- [Exercise brief] Which lines of the records contain "list"? Collect every one of them.

(Entries provided)

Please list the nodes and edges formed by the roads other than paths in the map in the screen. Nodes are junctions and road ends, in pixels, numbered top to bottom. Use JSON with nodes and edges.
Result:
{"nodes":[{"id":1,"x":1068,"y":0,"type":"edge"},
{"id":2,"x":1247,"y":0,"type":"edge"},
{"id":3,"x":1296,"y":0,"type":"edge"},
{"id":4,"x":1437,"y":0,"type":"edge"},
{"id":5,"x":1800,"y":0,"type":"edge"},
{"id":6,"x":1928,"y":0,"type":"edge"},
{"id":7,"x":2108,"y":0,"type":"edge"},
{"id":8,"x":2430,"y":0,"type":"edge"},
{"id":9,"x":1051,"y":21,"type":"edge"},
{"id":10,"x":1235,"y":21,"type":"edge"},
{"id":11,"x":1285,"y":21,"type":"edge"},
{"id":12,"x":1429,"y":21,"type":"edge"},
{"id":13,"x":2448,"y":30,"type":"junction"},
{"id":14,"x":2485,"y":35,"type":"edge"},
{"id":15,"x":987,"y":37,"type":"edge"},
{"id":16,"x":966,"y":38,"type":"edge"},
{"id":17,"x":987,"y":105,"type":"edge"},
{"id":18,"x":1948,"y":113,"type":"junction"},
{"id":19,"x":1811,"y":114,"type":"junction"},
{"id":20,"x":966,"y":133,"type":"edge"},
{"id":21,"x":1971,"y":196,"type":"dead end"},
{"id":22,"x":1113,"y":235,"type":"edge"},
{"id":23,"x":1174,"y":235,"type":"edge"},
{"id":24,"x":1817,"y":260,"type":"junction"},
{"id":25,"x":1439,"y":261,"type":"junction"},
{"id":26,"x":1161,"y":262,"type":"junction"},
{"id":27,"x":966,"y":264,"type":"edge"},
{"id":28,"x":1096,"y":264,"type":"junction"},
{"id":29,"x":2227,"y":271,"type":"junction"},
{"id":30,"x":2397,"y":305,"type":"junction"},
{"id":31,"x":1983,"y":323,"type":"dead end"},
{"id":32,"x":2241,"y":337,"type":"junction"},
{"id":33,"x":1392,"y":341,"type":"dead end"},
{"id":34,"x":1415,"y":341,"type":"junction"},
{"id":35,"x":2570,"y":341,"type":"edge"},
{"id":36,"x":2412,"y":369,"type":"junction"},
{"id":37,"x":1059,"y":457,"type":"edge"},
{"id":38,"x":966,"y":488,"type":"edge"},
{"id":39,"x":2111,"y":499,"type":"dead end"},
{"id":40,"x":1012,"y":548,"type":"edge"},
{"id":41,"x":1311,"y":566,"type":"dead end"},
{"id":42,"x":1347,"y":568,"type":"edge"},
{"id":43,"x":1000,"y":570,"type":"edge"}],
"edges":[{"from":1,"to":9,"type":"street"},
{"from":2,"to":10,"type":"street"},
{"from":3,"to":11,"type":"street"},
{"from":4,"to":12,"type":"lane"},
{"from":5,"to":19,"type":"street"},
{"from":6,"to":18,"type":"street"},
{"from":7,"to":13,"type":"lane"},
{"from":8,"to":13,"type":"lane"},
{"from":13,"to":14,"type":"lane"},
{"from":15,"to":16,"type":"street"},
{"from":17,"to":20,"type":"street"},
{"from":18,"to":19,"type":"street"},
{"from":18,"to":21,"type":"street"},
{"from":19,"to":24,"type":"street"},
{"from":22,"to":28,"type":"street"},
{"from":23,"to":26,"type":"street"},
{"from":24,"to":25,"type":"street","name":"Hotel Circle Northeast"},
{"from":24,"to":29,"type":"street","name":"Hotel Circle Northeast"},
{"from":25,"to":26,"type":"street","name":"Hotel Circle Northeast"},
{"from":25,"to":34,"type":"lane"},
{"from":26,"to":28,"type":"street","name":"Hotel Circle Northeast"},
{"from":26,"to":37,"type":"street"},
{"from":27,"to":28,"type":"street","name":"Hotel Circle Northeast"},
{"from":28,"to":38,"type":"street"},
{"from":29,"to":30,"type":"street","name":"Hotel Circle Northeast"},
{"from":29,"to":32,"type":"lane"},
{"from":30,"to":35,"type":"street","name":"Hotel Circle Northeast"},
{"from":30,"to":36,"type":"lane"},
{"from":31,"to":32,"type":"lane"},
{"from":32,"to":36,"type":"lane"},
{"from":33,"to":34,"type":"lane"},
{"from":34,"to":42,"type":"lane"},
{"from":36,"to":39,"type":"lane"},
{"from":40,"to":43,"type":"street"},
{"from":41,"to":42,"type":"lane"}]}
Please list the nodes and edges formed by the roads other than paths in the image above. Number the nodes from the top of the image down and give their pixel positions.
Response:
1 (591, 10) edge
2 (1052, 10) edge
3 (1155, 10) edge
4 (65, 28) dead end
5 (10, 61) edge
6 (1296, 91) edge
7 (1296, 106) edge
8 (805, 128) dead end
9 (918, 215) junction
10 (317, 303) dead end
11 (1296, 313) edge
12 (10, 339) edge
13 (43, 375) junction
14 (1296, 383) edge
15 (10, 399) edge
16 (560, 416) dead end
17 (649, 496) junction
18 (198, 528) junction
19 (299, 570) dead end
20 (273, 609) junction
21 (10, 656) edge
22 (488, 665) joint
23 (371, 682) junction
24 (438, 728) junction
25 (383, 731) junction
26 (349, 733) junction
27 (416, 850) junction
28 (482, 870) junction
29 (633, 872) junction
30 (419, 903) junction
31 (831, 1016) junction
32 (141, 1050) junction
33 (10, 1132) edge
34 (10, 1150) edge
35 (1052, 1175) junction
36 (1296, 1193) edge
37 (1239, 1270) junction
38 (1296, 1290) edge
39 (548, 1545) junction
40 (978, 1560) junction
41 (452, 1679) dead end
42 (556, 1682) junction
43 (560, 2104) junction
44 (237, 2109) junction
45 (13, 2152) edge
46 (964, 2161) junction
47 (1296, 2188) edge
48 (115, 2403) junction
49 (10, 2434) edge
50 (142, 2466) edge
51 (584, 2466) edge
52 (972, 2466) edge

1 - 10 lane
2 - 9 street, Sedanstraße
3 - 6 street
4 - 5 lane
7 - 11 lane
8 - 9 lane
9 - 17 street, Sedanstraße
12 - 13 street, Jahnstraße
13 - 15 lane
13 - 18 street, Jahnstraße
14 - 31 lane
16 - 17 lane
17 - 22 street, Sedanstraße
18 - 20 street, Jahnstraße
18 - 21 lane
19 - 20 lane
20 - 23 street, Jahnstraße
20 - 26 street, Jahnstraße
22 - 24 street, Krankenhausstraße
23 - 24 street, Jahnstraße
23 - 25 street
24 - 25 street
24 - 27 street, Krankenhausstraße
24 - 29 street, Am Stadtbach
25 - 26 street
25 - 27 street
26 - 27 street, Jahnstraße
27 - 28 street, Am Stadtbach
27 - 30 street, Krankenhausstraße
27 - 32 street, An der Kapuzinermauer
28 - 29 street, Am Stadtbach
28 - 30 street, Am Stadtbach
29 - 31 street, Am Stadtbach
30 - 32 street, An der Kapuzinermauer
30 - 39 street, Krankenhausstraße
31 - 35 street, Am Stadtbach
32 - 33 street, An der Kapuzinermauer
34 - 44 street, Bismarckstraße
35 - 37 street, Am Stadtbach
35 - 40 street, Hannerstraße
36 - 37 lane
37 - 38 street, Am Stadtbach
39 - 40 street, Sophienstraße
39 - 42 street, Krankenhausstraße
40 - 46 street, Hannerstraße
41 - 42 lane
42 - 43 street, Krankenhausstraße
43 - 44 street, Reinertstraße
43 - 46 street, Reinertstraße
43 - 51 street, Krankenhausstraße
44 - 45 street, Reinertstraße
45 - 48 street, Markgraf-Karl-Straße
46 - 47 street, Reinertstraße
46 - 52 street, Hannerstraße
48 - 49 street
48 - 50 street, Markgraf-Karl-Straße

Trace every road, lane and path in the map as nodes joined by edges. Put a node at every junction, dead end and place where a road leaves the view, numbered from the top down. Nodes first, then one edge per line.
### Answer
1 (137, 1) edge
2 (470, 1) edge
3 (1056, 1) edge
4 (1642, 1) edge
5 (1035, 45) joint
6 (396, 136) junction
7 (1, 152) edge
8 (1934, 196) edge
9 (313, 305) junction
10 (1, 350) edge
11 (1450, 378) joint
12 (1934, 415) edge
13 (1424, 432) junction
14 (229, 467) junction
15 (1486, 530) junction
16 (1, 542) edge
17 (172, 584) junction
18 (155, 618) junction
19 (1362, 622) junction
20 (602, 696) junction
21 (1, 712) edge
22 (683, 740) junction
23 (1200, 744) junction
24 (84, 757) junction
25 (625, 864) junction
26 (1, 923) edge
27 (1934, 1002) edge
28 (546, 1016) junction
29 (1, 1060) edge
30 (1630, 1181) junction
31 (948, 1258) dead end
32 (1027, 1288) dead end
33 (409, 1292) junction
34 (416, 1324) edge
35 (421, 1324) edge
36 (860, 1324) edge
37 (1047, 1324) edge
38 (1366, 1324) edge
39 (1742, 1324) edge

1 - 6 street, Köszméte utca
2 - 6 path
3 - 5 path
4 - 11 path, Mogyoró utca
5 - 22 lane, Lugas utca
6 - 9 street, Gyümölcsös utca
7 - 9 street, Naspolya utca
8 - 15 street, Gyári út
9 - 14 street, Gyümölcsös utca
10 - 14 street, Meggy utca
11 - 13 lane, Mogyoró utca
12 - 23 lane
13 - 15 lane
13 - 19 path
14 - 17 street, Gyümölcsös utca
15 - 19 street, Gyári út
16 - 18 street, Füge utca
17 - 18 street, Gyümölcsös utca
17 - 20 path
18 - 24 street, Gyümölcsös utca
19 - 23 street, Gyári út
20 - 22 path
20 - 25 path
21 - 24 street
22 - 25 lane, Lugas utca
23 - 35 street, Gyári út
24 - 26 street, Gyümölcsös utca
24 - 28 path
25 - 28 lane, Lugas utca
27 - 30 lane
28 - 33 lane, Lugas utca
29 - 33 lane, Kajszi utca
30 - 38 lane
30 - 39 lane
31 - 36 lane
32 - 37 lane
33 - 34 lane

(End Entries provided)

- [Reply]
Please list the nodes and edges formed by the roads other than paths in the map in the screen. Nodes are junctions and road ends, in pixels, numbered top to bottom. Use JSON with nodes and edges.
Please list the nodes and edges formed by the roads other than paths in the image above. Number the nodes from the top of the image down and give their pixel positions.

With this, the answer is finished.